◆ Exercise details
This task calls for copying every line of the records that includes the word "thumb".

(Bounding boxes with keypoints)
★ ★ ★ ★
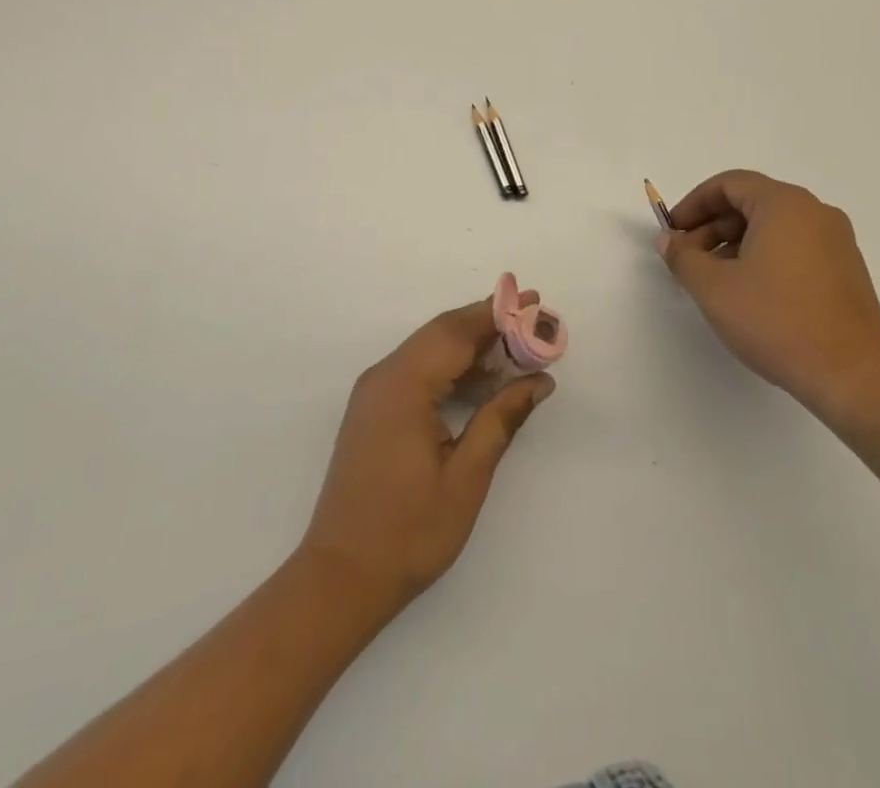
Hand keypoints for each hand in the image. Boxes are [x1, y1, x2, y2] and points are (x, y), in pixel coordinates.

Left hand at [299, 297, 553, 614]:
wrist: (340, 578)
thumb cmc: (408, 532)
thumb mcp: (466, 477)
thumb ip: (502, 419)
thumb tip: (539, 381)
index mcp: (404, 384)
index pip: (456, 331)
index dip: (498, 313)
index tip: (536, 302)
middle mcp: (384, 376)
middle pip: (442, 334)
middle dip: (489, 324)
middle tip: (534, 322)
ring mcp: (375, 393)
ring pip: (430, 350)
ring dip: (472, 346)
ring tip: (518, 351)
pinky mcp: (374, 411)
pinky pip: (418, 371)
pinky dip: (452, 368)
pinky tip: (482, 383)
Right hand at [659, 170, 879, 428]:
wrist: (852, 376)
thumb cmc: (777, 321)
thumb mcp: (714, 288)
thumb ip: (683, 257)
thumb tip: (670, 240)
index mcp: (785, 204)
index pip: (729, 184)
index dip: (693, 204)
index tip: (673, 232)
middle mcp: (815, 213)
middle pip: (751, 203)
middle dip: (712, 227)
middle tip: (687, 259)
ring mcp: (837, 242)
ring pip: (773, 227)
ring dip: (735, 244)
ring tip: (713, 280)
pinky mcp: (846, 271)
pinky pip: (794, 247)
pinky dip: (764, 257)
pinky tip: (749, 293)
★ ★ ★ ★
◆ Result
thumb cmc: (408, 532)
thumb mcp: (466, 477)
thumb ip: (502, 419)
thumb tip: (539, 381)
thumb cmc: (777, 321)
thumb mcp: (714, 288)
thumb ip: (683, 257)
thumb tip: (670, 240)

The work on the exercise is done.